The tracking dashboards, free test kits and restrictions are largely gone — along with the public’s attention and concern — but the COVID-19 virus is still out there and making yet another summer surge in Juneau.


An increase in cases at Bartlett Regional Hospital is now common each summer — hardly a surprise due to the mass influx of cruise ship tourists — and that was again the case in a report presented during a board of directors meeting Tuesday night.


"We do have a COVID patient in house," said Kim McDowell, the hospital’s chief nursing officer and chief operating officer. "We’ve had five staff out recently with COVID (and) eight in the last 30 days, so it is going around again."


An increase in local positive tests has been occurring since the end of May, said Charlee Gribbon, Bartlett’s infectious disease preventionist, in an interview Wednesday. She said there’s also been an uptick in flu cases, and about 20% of people testing positive for either illness are being admitted to the hospital.


The number and severity of COVID cases isn’t anywhere near comparable to the peak pandemic period, Gribbon said. But because of that there’s also less monitoring and less concern among people about an illness that can still pose a serious health risk.

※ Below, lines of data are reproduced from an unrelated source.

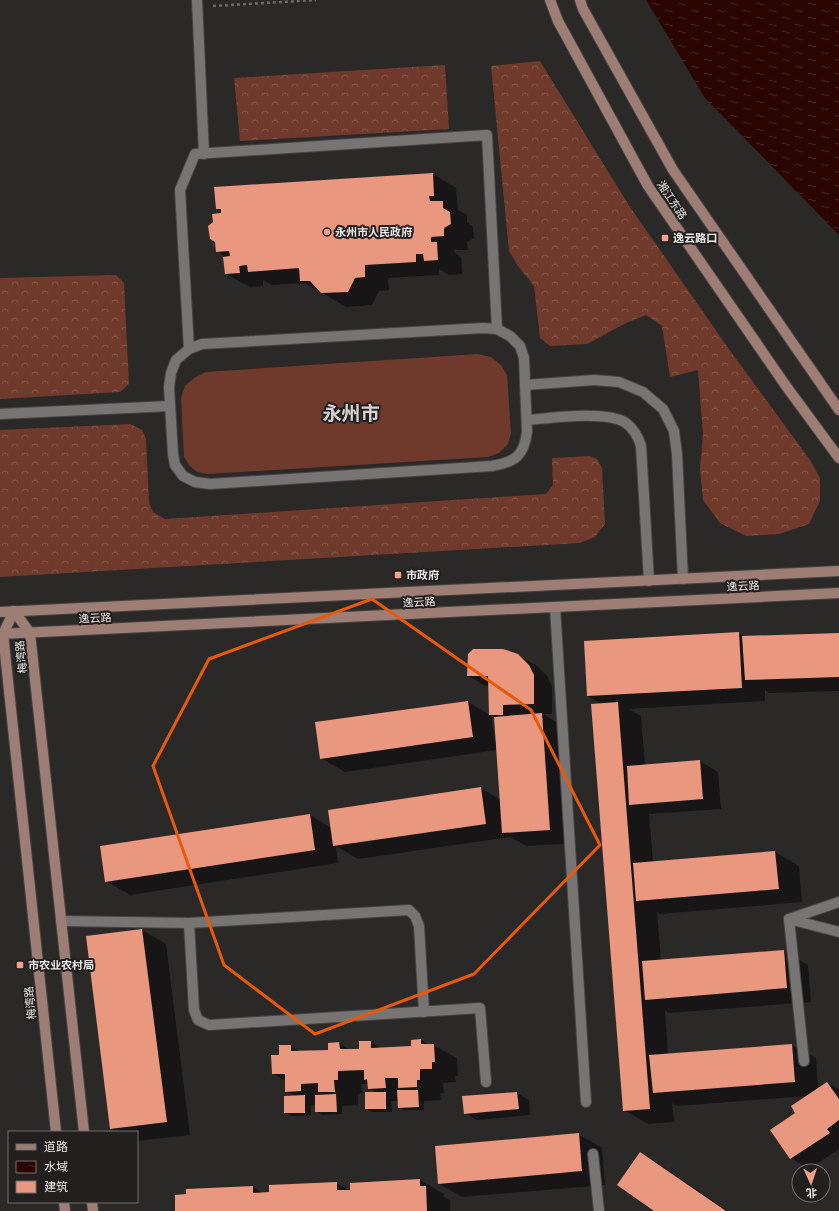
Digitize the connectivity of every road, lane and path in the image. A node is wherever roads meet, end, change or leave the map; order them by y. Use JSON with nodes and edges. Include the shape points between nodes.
{"nodes":[{"id":1,"x":316,"y":0,"type":"edge"},
{"id":2,"x":550,"y":0,"type":"edge"},
{"id":3,"x":580,"y":0,"type":"edge"},
{"id":4,"x":285,"y":1,"type":"edge"},
{"id":5,"x":197,"y":3,"type":"edge"},
{"id":6,"x":204,"y":154,"type":"junction"},
{"id":7,"x":497,"y":329,"type":"junction"},
{"id":8,"x":189,"y":349,"type":"junction"},
{"id":9,"x":526,"y":385,"type":"junction"},
{"id":10,"x":170,"y":406,"type":"junction"},
{"id":11,"x":839,"y":410,"type":"edge"},
{"id":12,"x":0,"y":414,"type":"edge"},
{"id":13,"x":527,"y":420,"type":"junction"},
{"id":14,"x":839,"y":458,"type":"edge"},
{"id":15,"x":839,"y":571,"type":"edge"},
{"id":16,"x":683,"y":579,"type":"junction"},
{"id":17,"x":648,"y":581,"type":"junction"},
{"id":18,"x":839,"y":593,"type":"edge"},
{"id":19,"x":555,"y":607,"type":"junction"},
{"id":20,"x":14,"y":611,"type":"junction"},
{"id":21,"x":0,"y":612,"type":"edge"},
{"id":22,"x":30,"y":633,"type":"junction"},
{"id":23,"x":2,"y":634,"type":"edge"},
{"id":24,"x":839,"y":902,"type":"edge"},
{"id":25,"x":789,"y":920,"type":"junction"},
{"id":26,"x":61,"y":921,"type":"junction"},
{"id":27,"x":189,"y":923,"type":"junction"},
{"id":28,"x":839,"y":932,"type":"edge"},
{"id":29,"x":424,"y":1012,"type":"junction"},
{"id":30,"x":804,"y":1061,"type":"dead end"},
{"id":31,"x":486,"y":1082,"type":"dead end"},
{"id":32,"x":586,"y":1102,"type":"dead end"},
{"id":33,"x":56,"y":1131,"type":"edge"},
{"id":34,"x":84,"y":1131,"type":"edge"},
{"id":35,"x":593,"y":1154,"type":"dead end"},
{"id":36,"x":599,"y":1211,"type":"edge"}],
"edges":[{"from":1,"to":4,"type":"path"},
{"from":2,"to":14,"type":"street","name":"湘江东路","via":[[558,21],[648,186]]},
{"from":3,"to":11,"type":"street","name":"湘江东路","via":[[673,170]]},
{"from":4,"to":5,"type":"path"},
{"from":5,"to":6,"type":"street"},
{"from":6,"to":7,"type":"street","via":[[487,135]]},
{"from":6,"to":8,"type":"street","via":[[195,154],[180,190]]},
{"from":7,"to":8,"type":"street","via":[[202,344]]},
{"from":7,"to":9,"type":"street","via":[[510,336],[520,346],[524,358]]},
{"from":8,"to":10,"type":"street","via":[[176,360],[171,373]]},
{"from":9,"to":13,"type":"street"},
{"from":9,"to":16,"type":"street","via":[[594,380],[619,382],[643,392],[663,409],[674,431],[677,454]]},
{"from":10,"to":12,"type":"street"},
{"from":10,"to":13,"type":"street","via":[[175,465],[183,476],[195,482],[210,484],[508,463],[526,444]]},
{"from":13,"to":17,"type":"street","via":[[611,417],[625,422],[636,433],[641,446]]},
{"from":15,"to":16,"type":"street","name":"逸云路"},
{"from":16,"to":17,"type":"street","name":"逸云路"},
{"from":17,"to":20,"type":"street","name":"逸云路"},
{"from":18,"to":19,"type":"street","name":"逸云路"},
{"from":19,"to":22,"type":"street","name":"逸云路"},
{"from":19,"to":32,"type":"street"},
{"from":20,"to":21,"type":"street","name":"逸云路"},
{"from":20,"to":22,"type":"street","name":"梅湾路"},
{"from":20,"to":23,"type":"street","name":"梅湾路"},
{"from":22,"to":23,"type":"street","name":"逸云路"},
{"from":22,"to":26,"type":"street","name":"梅湾路"},
{"from":23,"to":33,"type":"street","name":"梅湾路"},
{"from":24,"to":25,"type":"street"},
{"from":25,"to":28,"type":"street"},
{"from":25,"to":30,"type":"street"},
{"from":26,"to":27,"type":"street"},
{"from":26,"to":34,"type":"street","name":"梅湾路"},
{"from":27,"to":29,"type":"street","via":[[409,910],[419,926]]},
{"from":27,"to":29,"type":"street","via":[[194,1010],[198,1020],[210,1026]]},
{"from":29,"to":31,"type":"street","via":[[480,1008]]},
{"from":35,"to":36,"type":"street"}]}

"A lot of things have trickled away and we're not tracking as much as we did," she said. "And there's a lot of reasons for that. One is COVID isn't causing as severe of an illness anymore in certain populations. But we in the hospital have a defined population of patients coming in with symptoms and so we can track that. And I report weekly numbers to the CDC about our overall census — how many patients are admitted, and then how many patients have been admitted with COVID, flu or RSV."


Functions of the Centers for Disease Control and Prevention have been greatly scaled back by the Trump Administration since January, including firing one-fourth of its staff, ending recommendations for children and pregnant women to receive the COVID-19 vaccine, and removing much of the infectious disease tracking data from its website.

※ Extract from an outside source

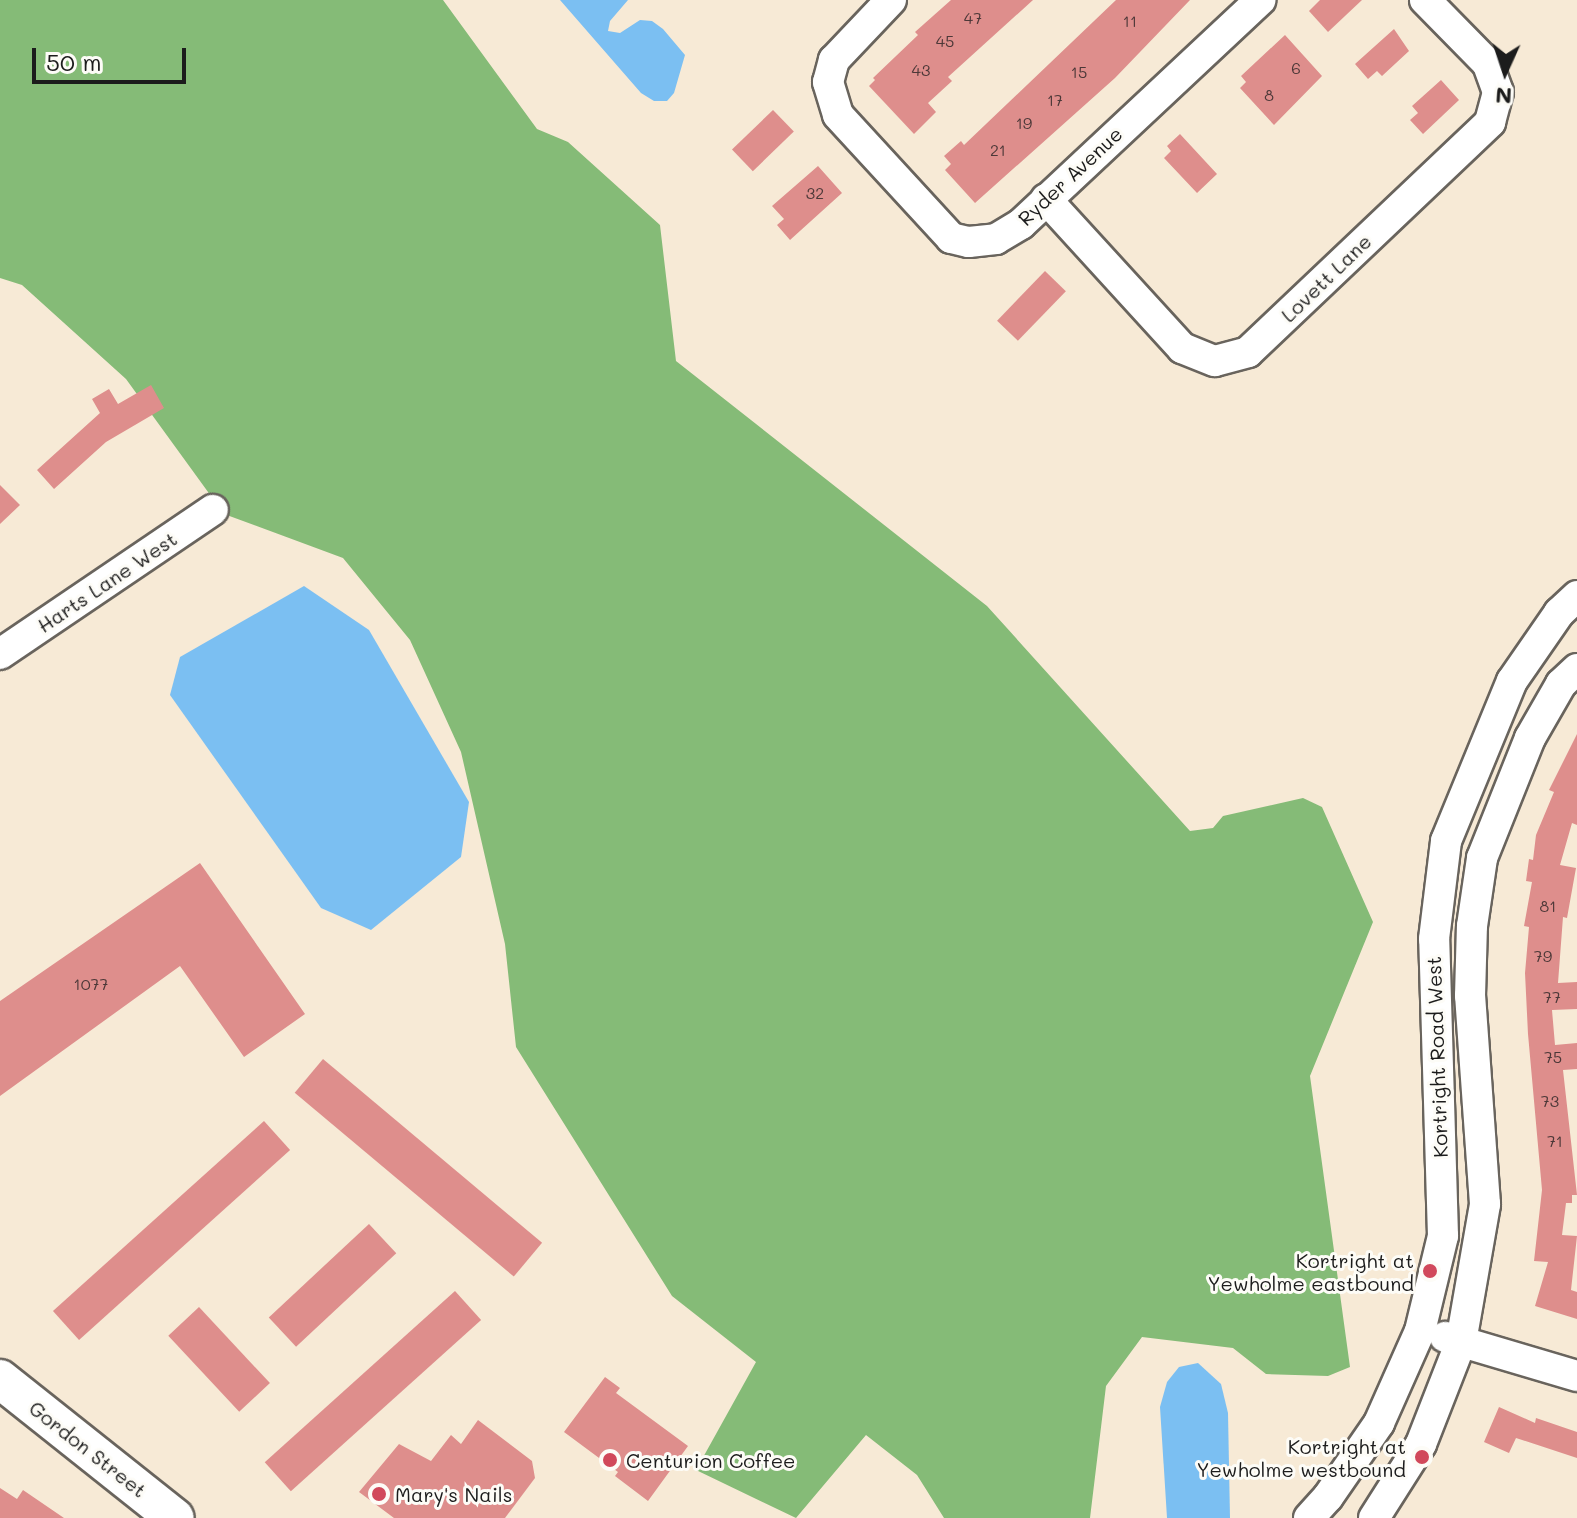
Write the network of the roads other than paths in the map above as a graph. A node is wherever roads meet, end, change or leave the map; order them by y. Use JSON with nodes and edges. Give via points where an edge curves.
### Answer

"It’s definitely difficult to find where things are placed on the CDC anymore," Gribbon said. However, she said data that Bartlett and other medical facilities are reporting is still accessible through a national respiratory dashboard at the site.


Another means of tracking such illnesses — monitoring viruses in wastewater — is not currently occurring in Juneau, although it is ongoing in Anchorage and some other Alaska communities. That monitoring is conducted by the Alaska Division of Public Health through funding provided by the CDC’s National Wastewater Surveillance System (NWSS).

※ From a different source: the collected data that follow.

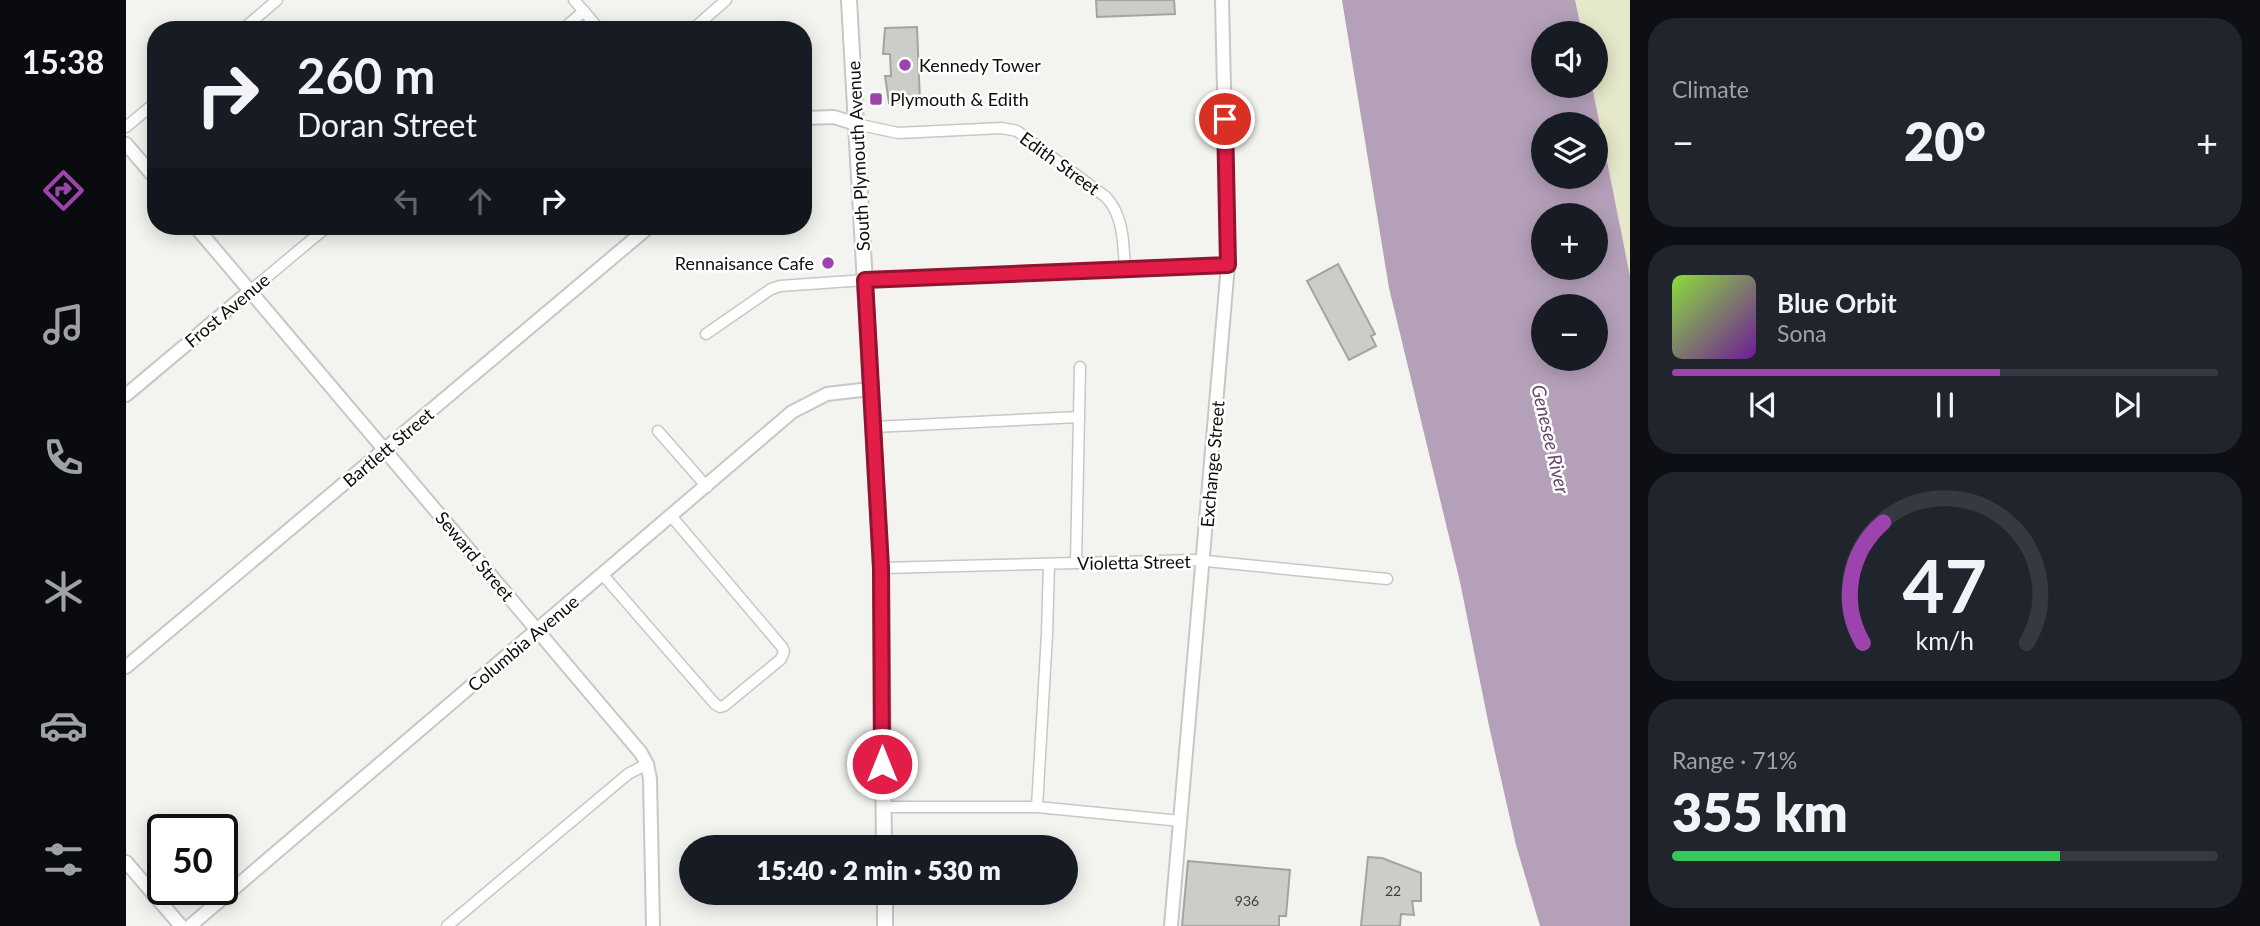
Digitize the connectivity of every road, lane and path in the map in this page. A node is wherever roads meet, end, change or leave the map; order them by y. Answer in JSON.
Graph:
{"nodes":[{"id":1,"x":277,"y":0,"type":"edge"},
{"id":2,"x":574,"y":0,"type":"edge"},
{"id":3,"x":726,"y":0,"type":"edge"},
{"id":4,"x":1222,"y":0,"type":"edge"},
{"id":5,"x":849,"y":4,"type":"edge"},
{"id":6,"x":584,"y":11,"type":"junction"},
{"id":7,"x":252,"y":21,"type":"edge"},
{"id":8,"x":572,"y":21,"type":"edge"},
{"id":9,"x":592,"y":21,"type":"edge"},
{"id":10,"x":702,"y":21,"type":"edge"},
{"id":11,"x":147,"y":110,"type":"edge"},
{"id":12,"x":812,"y":118,"type":"edge"},
{"id":13,"x":856,"y":124,"type":"junction"},
{"id":14,"x":126,"y":127,"type":"edge"},
{"id":15,"x":126,"y":144,"type":"edge"},
{"id":16,"x":147,"y":168,"type":"edge"},
{"id":17,"x":203,"y":235,"type":"edge"},
{"id":18,"x":317,"y":235,"type":"edge"},
{"id":19,"x":639,"y":235,"type":"edge"},
{"id":20,"x":1228,"y":265,"type":"junction"},
{"id":21,"x":1125,"y":268,"type":"junction"},
{"id":22,"x":865,"y":280,"type":"junction"},
{"id":23,"x":250,"y":290,"type":"junction"},
{"id":24,"x":706,"y":334,"type":"dead end"},
{"id":25,"x":1080,"y":367,"type":"dead end"},
{"id":26,"x":870,"y":388,"type":"junction"},
{"id":27,"x":126,"y":395,"type":"edge"},
{"id":28,"x":1079,"y":417,"type":"junction"},
{"id":29,"x":874,"y":427,"type":"junction"},
{"id":30,"x":658,"y":430,"type":"dead end"},
{"id":31,"x":385,"y":449,"type":"junction"},
{"id":32,"x":707,"y":487,"type":"junction"},
{"id":33,"x":671,"y":517,"type":"junction"},
{"id":34,"x":1203,"y":561,"type":"junction"},
{"id":35,"x":1076,"y":563,"type":"junction"},
{"id":36,"x":1049,"y":564,"type":"junction"},
{"id":37,"x":881,"y":568,"type":"junction"},
{"id":38,"x":603,"y":575,"type":"junction"},
{"id":39,"x":1387,"y":579,"type":"dead end"},
{"id":40,"x":538,"y":630,"type":"junction"},
{"id":41,"x":126,"y":667,"type":"edge"},
{"id":42,"x":647,"y":764,"type":"junction"},
{"id":43,"x":883,"y":807,"type":"junction"},
{"id":44,"x":1037,"y":807,"type":"junction"},
{"id":45,"x":1181,"y":821,"type":"junction"},
{"id":46,"x":884,"y":835,"type":"edge"},
{"id":47,"x":126,"y":862,"type":"edge"},
{"id":48,"x":885,"y":905,"type":"edge"},
{"id":49,"x":181,"y":926,"type":"edge"},
{"id":50,"x":190,"y":926,"type":"edge"},
{"id":51,"x":447,"y":926,"type":"edge"},
{"id":52,"x":653,"y":926,"type":"edge"},
{"id":53,"x":885,"y":926,"type":"edge"},
{"id":54,"x":1171,"y":926,"type":"edge"}],
"edges":[{"from":1,"to":7,"type":"street"},
{"from":2,"to":6,"type":"street"},
{"from":3,"to":10,"type":"street"},
{"from":4,"to":20,"type":"street","name":"Exchange Street"},
{"from":5,"to":13,"type":"main road","name":"South Plymouth Avenue"},
{"from":6,"to":8,"type":"street"},
{"from":6,"to":9,"type":"street"},
{"from":11,"to":14,"type":"street"},
{"from":12,"to":13,"type":"street"},
{"from":13,"to":21,"type":"street","name":"Edith Street"},
{"from":13,"to":22,"type":"main road","name":"South Plymouth Avenue"},
{"from":15,"to":16,"type":"street"},
{"from":17,"to":23,"type":"street","name":"Seward Street"},
{"from":18,"to":23,"type":"street","name":"Frost Avenue"},
{"from":19,"to":31,"type":"street","name":"Bartlett Street"},
{"from":20,"to":21,"type":"street"},
{"from":20,"to":34,"type":"street","name":"Exchange Street"},
{"from":21,"to":22,"type":"street"},
{"from":22,"to":24,"type":"street"},
{"from":22,"to":26,"type":"main road","name":"South Plymouth Avenue"},
{"from":23,"to":27,"type":"street","name":"Frost Avenue"},
{"from":23,"to":31,"type":"street","name":"Seward Street"},
{"from":25,"to":28,"type":"street"},
{"from":26,"to":29,"type":"main road","name":"South Plymouth Avenue"},
{"from":26,"to":32,"type":"street","name":"Columbia Avenue"},
{"from":28,"to":29,"type":"street"},
{"from":28,"to":35,"type":"street"},
{"from":29,"to":37,"type":"main road","name":"South Plymouth Avenue"},
{"from":30,"to":32,"type":"street"},
{"from":31,"to":40,"type":"street","name":"Seward Street"},
{"from":31,"to":41,"type":"street","name":"Bartlett Street"},
{"from":32,"to":33,"type":"street","name":"Columbia Avenue"},
{"from":33,"to":38,"type":"street","name":"Columbia Avenue"},
{"from":33,"to":38,"type":"street"},
{"from":34,"to":35,"type":"street","name":"Violetta Street"},
{"from":34,"to":39,"type":"street","name":"Violetta Street"},
{"from":34,"to":45,"type":"street","name":"Exchange Street"},
{"from":35,"to":36,"type":"street","name":"Violetta Street"},
{"from":36,"to":37,"type":"street","name":"Violetta Street"},
{"from":36,"to":44,"type":"street"},
{"from":37,"to":43,"type":"main road","name":"South Plymouth Avenue"},
{"from":38,"to":40,"type":"street","name":"Columbia Avenue"},
{"from":40,"to":42,"type":"street","name":"Seward Street"},
{"from":40,"to":50,"type":"street","name":"Columbia Avenue"},
{"from":42,"to":51,"type":"street"},
{"from":42,"to":52,"type":"street","name":"Seward Street"},
{"from":43,"to":44,"type":"street"},
{"from":43,"to":46,"type":"main road","name":"South Plymouth Avenue"},
{"from":44,"to":45,"type":"street"},
{"from":45,"to":54,"type":"street","name":"Exchange Street"},
{"from":47,"to":49,"type":"street"},
{"from":48,"to":53,"type":"main road"}]}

Chad Gubala, the city’s utilities production and treatment manager, stated in an email Friday the city "had temporarily suspended its NWSS programming due to a shipping logistics matter and we expect to resume our surveillance monitoring shortly."


Skepticism about vaccines and other COVID-prevention measures has been prominent among Trump administration officials and supporters, and Gribbon now discusses flu and COVID side-by-side when assessing local infectious disease risks. But she said there still needs to be an awareness that certain people face a serious health risk if infected and act accordingly.


"The people at risk are those people that don't have the ability to fight it off as well," she said. "So we're seeing people over age 65 and people immunocompromised are definitely getting sick with COVID, and they can get really sick and to the point where their life is at risk and they're intubated and then respiratory failure. So it is, and will always be — flu and COVID and RSV — a major part of hospital assessment and readiness."